= Bank transaction tax =

Form of tax

A bank transaction tax is a tax levied on debit (and/or credit) entries on bank accounts. In 1989, at the Buenos Aires meetings of the International Institute of Public Finance, University of Wisconsin–Madison Professor of Economics Edgar L. Feige proposed extending the tax reform ideas of John Maynard Keynes, James Tobin and Lawrence Summers, to their logical conclusion, namely to tax all transactions. Feige's Automated Payment Transaction tax (APT tax) proposed taxing the broadest possible tax base at the lowest possible tax rate. Since all transactions must ultimately be paid for by a final means of payment, namely via a transfer from a bank account or by settlement with currency, Feige proposed collecting his tax by levying the tax automatically on the debit and credit entries to bank accounts, thereby splitting the tax between the buyer and seller of every transaction. The APT tax is a uniform flat-rate tax on all transactions, assessed and collected automatically whenever there is a debit or credit entry to a bank account. As such, it can be viewed as a bank transaction tax.
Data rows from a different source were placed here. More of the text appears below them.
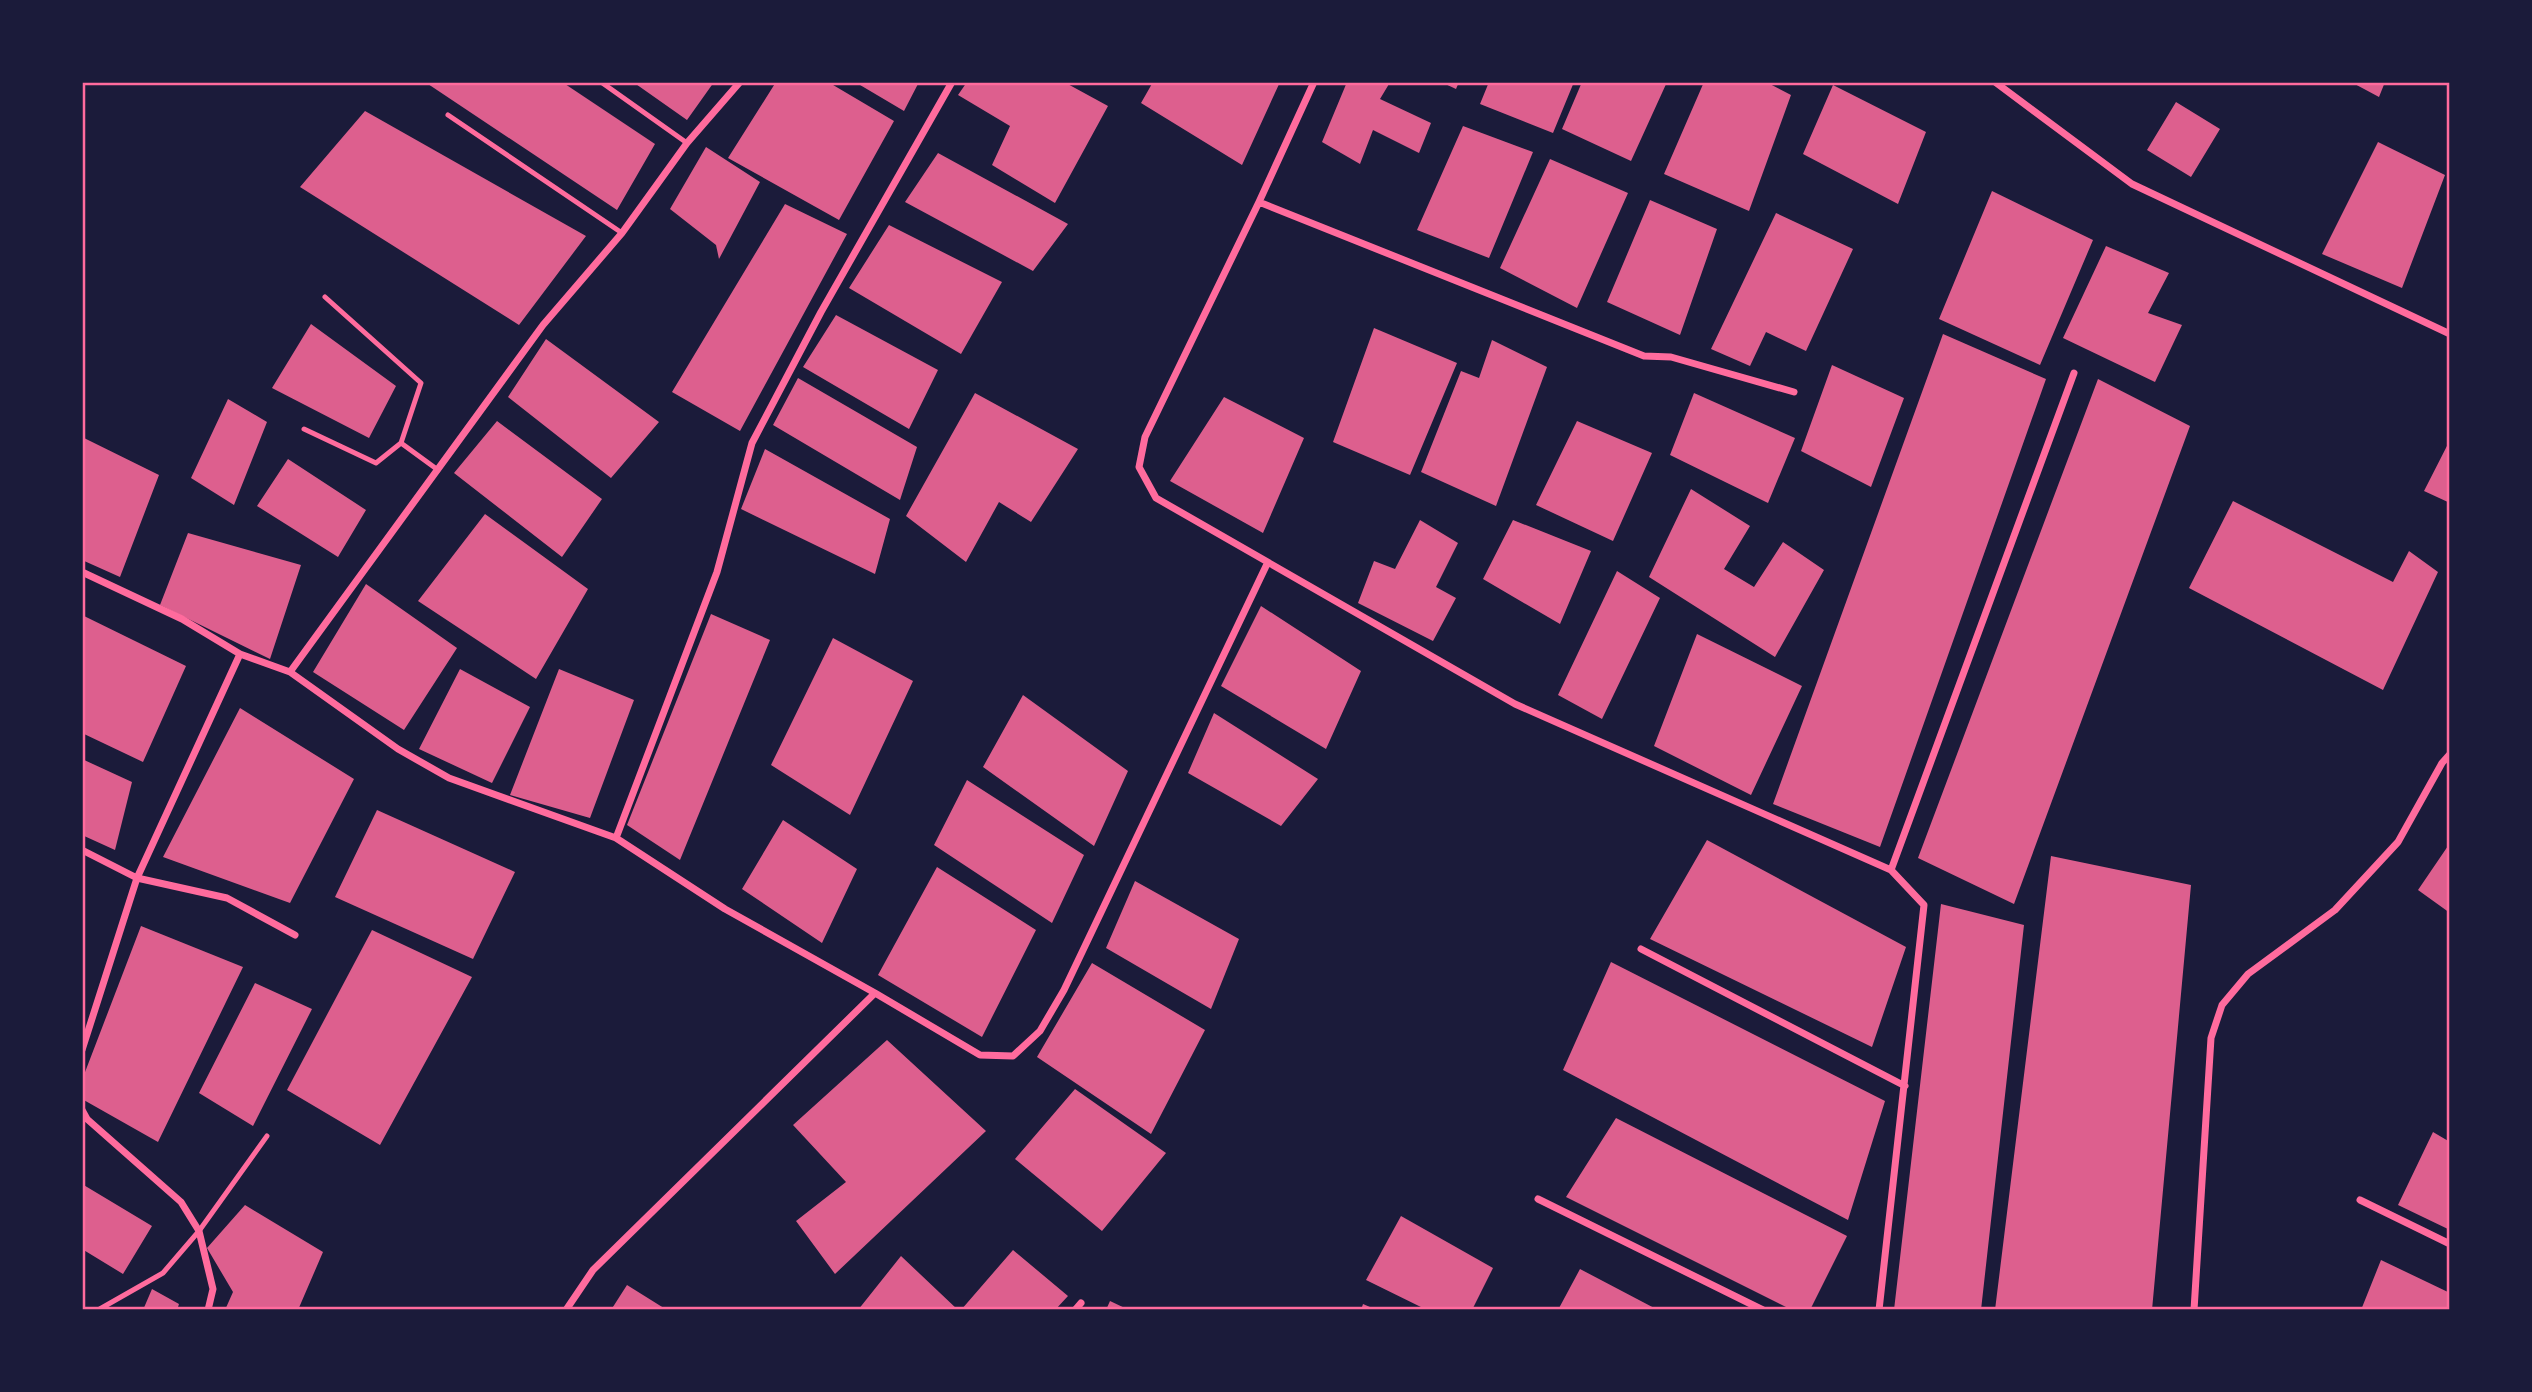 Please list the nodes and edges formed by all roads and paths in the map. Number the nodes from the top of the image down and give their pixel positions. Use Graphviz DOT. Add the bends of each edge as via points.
graph roads {
  1 [pos="601,82"];
  2 [pos="740,82"];
  3 [pos="952,82"];
  4 [pos="1314,82"];
  5 [pos="1995,82"];
  6 [pos="447,115"];
  7 [pos="687,143"];
  8 [pos="1259,202"];
  9 [pos="622,233"];
  10 [pos="325,297"];
  11 [pos="2450,334"];
  12 [pos="2074,373"];
  13 [pos="1794,393"];
  14 [pos="304,429"];
  15 [pos="401,443"];
  16 [pos="438,470"];
  17 [pos="1268,564"];
  18 [pos="82,572"];
  19 [pos="240,654"];
  20 [pos="289,672"];
  21 [pos="2450,754"];
  22 [pos="616,838"];
  23 [pos="82,850"];
  24 [pos="1891,870"];
  25 [pos="137,878"];
  26 [pos="295,934"];
  27 [pos="1641,949"];
  28 [pos="875,993"];
  29 [pos="82,1050"];
  30 [pos="1905,1086"];
  31 [pos="82,1110"];
  32 [pos="267,1136"];
  33 [pos="1538,1199"];
  34 [pos="2360,1200"];
  35 [pos="199,1231"];
  36 [pos="2450,1244"];
  37 [pos="98,1310"];
  38 [pos="208,1310"];
  39 [pos="566,1310"];
  40 [pos="1763,1310"];
  41 [pos="1879,1310"];
  42 [pos="2194,1310"];
  1 -- 7 [label="lane"];
  2 -- 7 [label="street"];
  3 -- 22 [label="street" via="751,443 716,572"];
  4 -- 8 [label="street"];
  5 -- 11 [label="street" via="2132,184"];
  6 -- 9 [label="lane"];
  7 -- 9 [label="street"];
  8 -- 13 [label="street" via="1644,356 1671,357"];
  8 -- 17 [label="street" via="1145,437 1139,467 1156,498"];
  9 -- 16 [label="street" via="543,325"];
  10 -- 15 [label="lane" via="421,383"];
  12 -- 24 [label="street"];
  14 -- 15 [label="lane" via="376,463"];
  15 -- 16 [label="lane"];
  16 -- 20 [label="street"];
  17 -- 24 [label="street" via="1514,704"];
  17 -- 28 [label="street" via="1064,990 1040,1031 1013,1056 980,1055"];
  18 -- 19 [label="street" via="182,619"];
  19 -- 20 [label="street"];
  19 -- 25 [label="street"];
  20 -- 22 [label="street" via="398,749 449,778"];
  21 -- 42 [label="street" via="2398,842 2335,909 2248,974 2222,1005 2211,1038"];
  22 -- 28 [label="street" via="725,909"];
  23 -- 25 [label="street"];
  24 -- 30 [label="street" via="1924,905"];
  25 -- 26 [label="street" via="227,898"];
  25 -- 29 [label="street"];
  27 -- 30 [label="street"];
  28 -- 39 [label="street" via="593,1270"];
  30 -- 41 [label="street"];
  31 -- 35 [label="street" via="181,1202"];
  32 -- 35 [label="lane"];
  33 -- 40 [label="street"];
  34 -- 36 [label="street"];
  35 -- 37 [label="lane" via="163,1273"];
  35 -- 38 [label="street" via="213,1289"];
}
Since financial transactions account for the greatest component of the APT tax base, and since all financial transactions are taxed, the proposal eliminates substitution possibilities for evasion and avoidance. The goal of the APT tax is to significantly improve economic efficiency, enhance stability in financial markets, and reduce to a minimum the costs of tax administration (assessment, collection, and compliance costs). The Automated Payment Transaction tax proposal was presented to the President's Advisory Panel on Federal Tax Reform in 2005. It can be automatically collected by a central counterparty in the clearing or settlement process.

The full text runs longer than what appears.